(Saved entries)
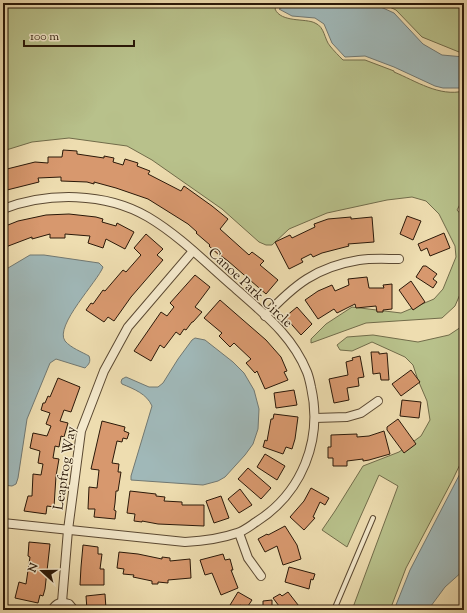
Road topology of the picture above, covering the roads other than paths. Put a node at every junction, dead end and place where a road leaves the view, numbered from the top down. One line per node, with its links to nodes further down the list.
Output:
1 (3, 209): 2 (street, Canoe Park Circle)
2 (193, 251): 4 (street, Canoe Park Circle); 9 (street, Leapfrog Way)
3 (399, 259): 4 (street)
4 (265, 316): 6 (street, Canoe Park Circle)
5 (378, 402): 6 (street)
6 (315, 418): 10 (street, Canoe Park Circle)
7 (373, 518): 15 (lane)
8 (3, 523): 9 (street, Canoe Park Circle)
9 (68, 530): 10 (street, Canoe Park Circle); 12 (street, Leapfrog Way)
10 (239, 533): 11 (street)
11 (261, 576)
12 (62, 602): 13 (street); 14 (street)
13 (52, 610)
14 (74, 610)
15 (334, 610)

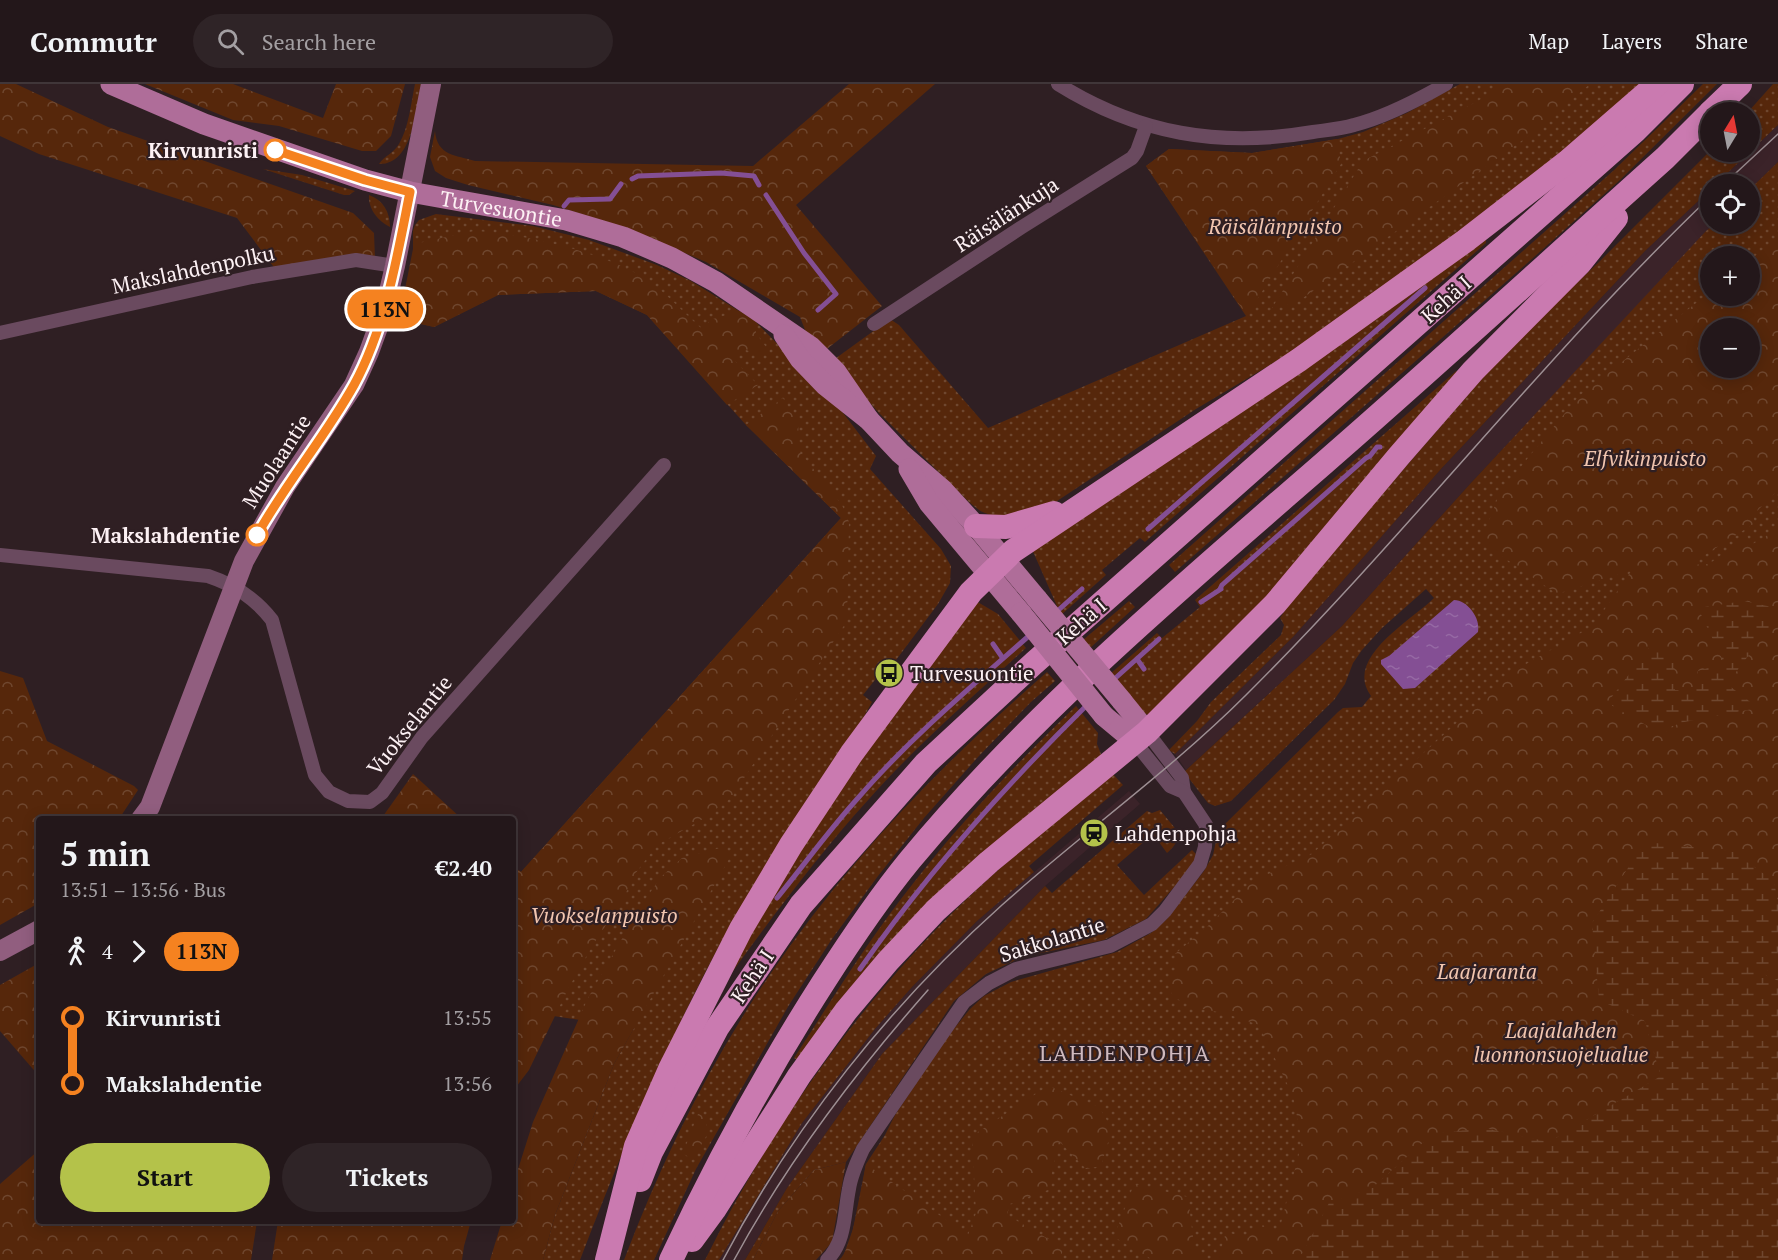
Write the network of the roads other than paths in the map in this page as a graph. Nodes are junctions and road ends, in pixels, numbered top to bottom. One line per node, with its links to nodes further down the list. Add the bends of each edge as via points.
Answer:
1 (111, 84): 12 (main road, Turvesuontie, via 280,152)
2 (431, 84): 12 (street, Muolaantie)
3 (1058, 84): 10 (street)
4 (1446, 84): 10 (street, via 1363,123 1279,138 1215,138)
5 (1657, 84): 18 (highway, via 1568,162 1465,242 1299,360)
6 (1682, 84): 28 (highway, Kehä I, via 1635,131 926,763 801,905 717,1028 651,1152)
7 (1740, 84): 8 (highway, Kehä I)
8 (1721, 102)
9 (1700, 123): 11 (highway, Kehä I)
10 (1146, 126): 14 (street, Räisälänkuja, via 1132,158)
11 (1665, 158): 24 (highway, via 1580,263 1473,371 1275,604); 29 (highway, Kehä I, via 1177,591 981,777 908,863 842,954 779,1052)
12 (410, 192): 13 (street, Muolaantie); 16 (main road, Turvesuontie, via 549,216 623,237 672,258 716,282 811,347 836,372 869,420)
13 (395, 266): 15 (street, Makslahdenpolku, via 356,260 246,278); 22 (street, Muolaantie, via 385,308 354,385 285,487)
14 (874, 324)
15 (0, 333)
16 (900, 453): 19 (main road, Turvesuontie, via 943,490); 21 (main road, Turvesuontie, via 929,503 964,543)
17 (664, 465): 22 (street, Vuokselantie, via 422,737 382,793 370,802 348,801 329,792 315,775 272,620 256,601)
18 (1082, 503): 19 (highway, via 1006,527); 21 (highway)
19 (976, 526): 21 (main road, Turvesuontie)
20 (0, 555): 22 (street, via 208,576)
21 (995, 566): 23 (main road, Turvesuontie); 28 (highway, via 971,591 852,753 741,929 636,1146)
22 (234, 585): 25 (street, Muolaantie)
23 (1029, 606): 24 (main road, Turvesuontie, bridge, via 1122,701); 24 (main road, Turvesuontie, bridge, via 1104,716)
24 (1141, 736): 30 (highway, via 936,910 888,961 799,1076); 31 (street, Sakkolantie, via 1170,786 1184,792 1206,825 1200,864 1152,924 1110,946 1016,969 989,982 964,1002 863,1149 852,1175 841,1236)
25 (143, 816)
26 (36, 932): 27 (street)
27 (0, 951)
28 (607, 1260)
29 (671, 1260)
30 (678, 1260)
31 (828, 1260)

==

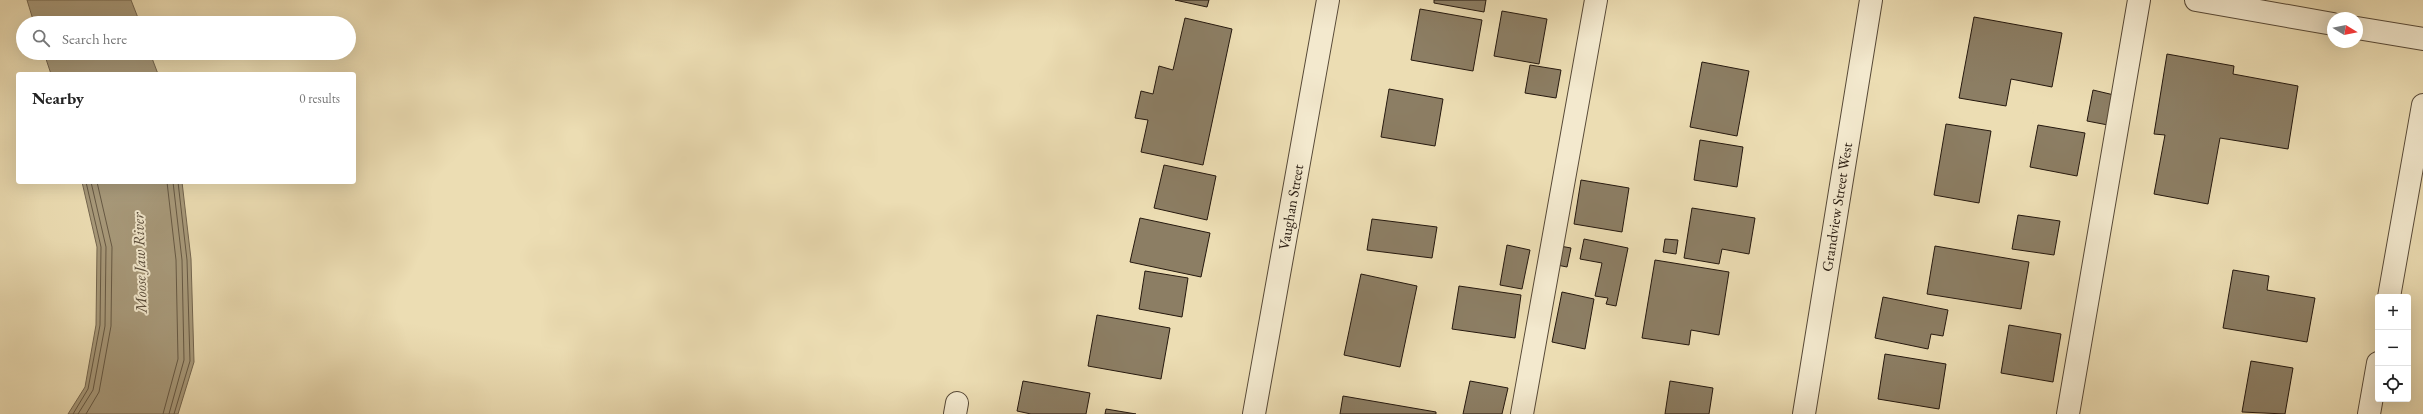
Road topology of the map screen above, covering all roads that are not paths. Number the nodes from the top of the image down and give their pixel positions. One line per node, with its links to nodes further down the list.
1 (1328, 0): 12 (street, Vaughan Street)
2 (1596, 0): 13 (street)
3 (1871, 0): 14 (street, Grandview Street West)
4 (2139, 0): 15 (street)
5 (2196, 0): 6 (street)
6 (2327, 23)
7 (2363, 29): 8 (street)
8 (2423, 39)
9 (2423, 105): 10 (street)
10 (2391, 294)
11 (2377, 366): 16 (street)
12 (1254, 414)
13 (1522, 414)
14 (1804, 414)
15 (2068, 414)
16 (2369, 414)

### REQUIREMENT
Please copy every line of the records above in which "numbered" appears.

### RESPONSE FOR THIS EXERCISE
Road topology of the picture above, covering the roads other than paths. Put a node at every junction, dead end and place where a road leaves the view, numbered from the top down. One line per node, with its links to nodes further down the list.
Write the network of the roads other than paths in the map in this page as a graph. Nodes are junctions and road ends, in pixels, numbered top to bottom. One line per node, with its links to nodes further down the list. Add the bends of each edge as via points.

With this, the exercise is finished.